Real GDP growth will be revised up significantly and unemployment will be revised down the new Fed projections. As such, not initiating monetary policy normalization at the September meeting is hard to sell for the Fed doves. But in light of the financial market volatility and the situation in China the Fed could opt to temporary postpone lift-off, in particular if market conditions worsen meaningfully this week. In that case the committee may make the October meeting more interesting, for example by attaching a press conference to it too. We don’t think, however, that the Fed will pay much attention to what organizations such as the World Bank or the IMF have to say on US monetary policy. The former agency caught the headlines recently when it suggested that a US interest rate hike risks unleashing turmoil in international markets.
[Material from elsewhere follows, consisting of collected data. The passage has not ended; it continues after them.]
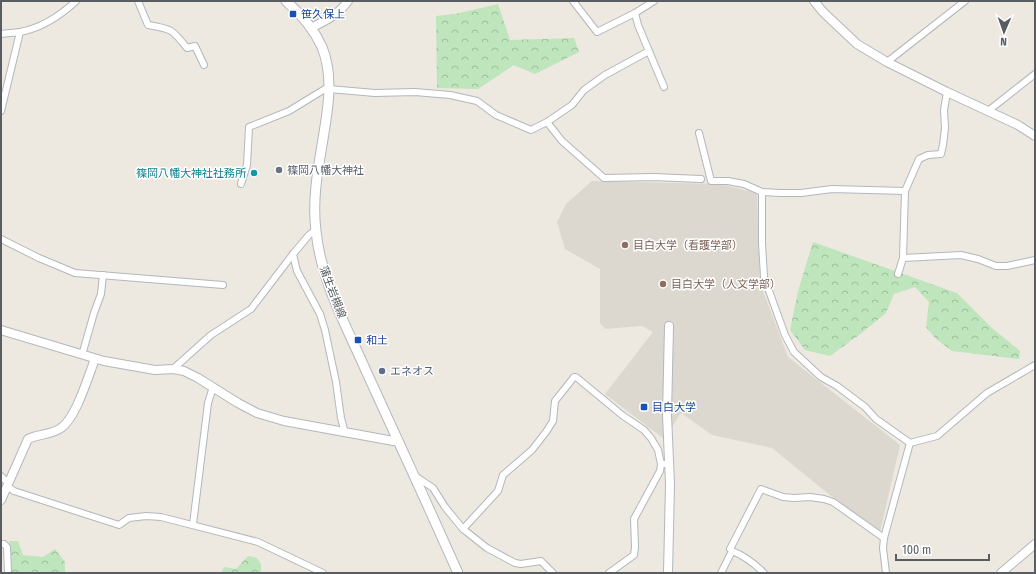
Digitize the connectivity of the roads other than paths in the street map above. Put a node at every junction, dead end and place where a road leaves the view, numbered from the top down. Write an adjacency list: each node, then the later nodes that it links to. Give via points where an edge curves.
1 (76, 1): 11 (street, via 65,12)
2 (138, 1): 15 (street, via 148,25 175,32 187,48 195,46)
3 (286, 1): 10 (main road, 蒲生岩槻線)
4 (348, 1): 10 (street, via 342,9)
5 (573, 1): 9 (street, via 598,32)
6 (654, 1): 9 (street)
7 (814, 1): 14 (street, via 822,12 857,44)
8 (965, 1): 14 (street)
9 (635, 13): 13 (street)
10 (311, 28): 18 (main road, 蒲生岩槻線, via 325,57)
11 (20, 32): 12 (street); 20 (street)
12 (1, 34)
13 (648, 51): 17 (street); 22 (street, via 605,75 584,90 572,105)
14 (887, 62): 19 (street)
15 (204, 65)
16 (1035, 74): 21 (street)
17 (664, 87)
18 (329, 89): 22 (street, via 450,95 477,101 496,115 531,130); 26 (street, via 289,111 248,127 247,165); 29 (main road, 蒲生岩槻線, via 329,104 316,184)
19 (947, 92): 21 (street); 27 (street, via 944,145 941,154 919,159)
20 (1, 111)
21 (988, 111): 24 (street)
22 (547, 122): 25 (street, via 562,141 604,178)
23 (699, 133): 28 (street, via 711,181 744,184)
24 (1035, 136)
25 (701, 179)
26 (241, 184)
27 (905, 191): 28 (street, via 832,189 801,193); 32 (street)
28 (762, 192): 46 (street, via 764,277 785,335 794,352 821,377 837,386)
29 (315, 230): 31 (street); 45 (main road, 蒲生岩槻線, via 330,289)
30 (1, 239): 35 (street, via 75,273)
31 (293, 254): 42 (street, via 251,309 211,335); 44 (street, via 297,271 320,314)
32 (903, 258): 33 (street, via 961,255 996,266); 34 (street)
33 (1035, 260)
34 (898, 274)
35 (103, 276): 36 (street); 39 (street, via 101,294)
36 (223, 285)
37 (669, 326): 47 (street)
38 (1, 330): 39 (street)
39 (82, 355): 40 (street)
40 (94, 359): 42 (street, via 155,370); 50 (street, via 69,420 61,428 28,439)
41 (1035, 365): 46 (street, via 987,393 937,436)
42 (173, 369): 43 (street, via 184,371)
43 (213, 387): 44 (street, via 257,413); 52 (street, via 208,403)
44 (345, 433): 45 (street)
45 (399, 442): 48 (main road, 蒲生岩槻線)
46 (910, 443): 54 (street)
47 (665, 464): 53 (street, via 644,430 574,377 555,401 553,421 546,432 532,450 503,474 498,491); 62 (street, via 634,519 634,555); 63 (street)
48 (414, 475): 53 (street, via 433,488); 60 (main road, 蒲生岩槻線)
49 (1, 476): 50 (street)
50 (8, 484): 51 (street); 52 (street, via 14,491 119,525 129,518 153,516)
51 (1, 500)
52 (193, 524): 59 (street, via 258,542)
53 (463, 529): 61 (street, via 487,548 515,563 541,561)
54 (884, 538): 57 (street, via 833,502 810,497 783,497 761,489 730,549); 66 (street)
55 (1, 544): 58 (street, via 7,548)
56 (1035, 544): 67 (street)
57 (732, 551): 64 (street); 65 (street, via 755,563)
58 (8, 573)
59 (323, 573)
60 (458, 573)
61 (553, 573)
62 (609, 573)
63 (668, 573)
64 (721, 573)
65 (764, 573)
66 (886, 573)
67 (1001, 573)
“It is important to remember that the Fed’s mandate is to do what is right for the US and the domestic economy has been strong over the past several months; data on retail sales, the labor market, durable goods orders and housing have been robust and revisions have mostly been to the upside too. In particular, the expanding workweek in combination with decent employment gains means that the aggregate hours worked are spiking higher. With one month left of the third quarter the total labor input is already running at 3.1 percent annual rate. So even without much productivity growth at all, the data are suggesting strong momentum in the third quarter too and moving off the zero bound is definitely not going to break this recovery.
No, they will hold fire
Anna Stupnytska, Global Economist, Fidelity Worldwide Investment:
“I think the combination of domestic and external factors do not favour an immediate hike. On the domestic side, US economic fundamentals remain relatively solid for now.
The labour market improvement continues, with the unemployment rate now at the mid-point of the Fed’s NAIRU estimate. But wage growth has remained subdued suggesting there is some slack left in the labour market, in line with broader measures of unemployment.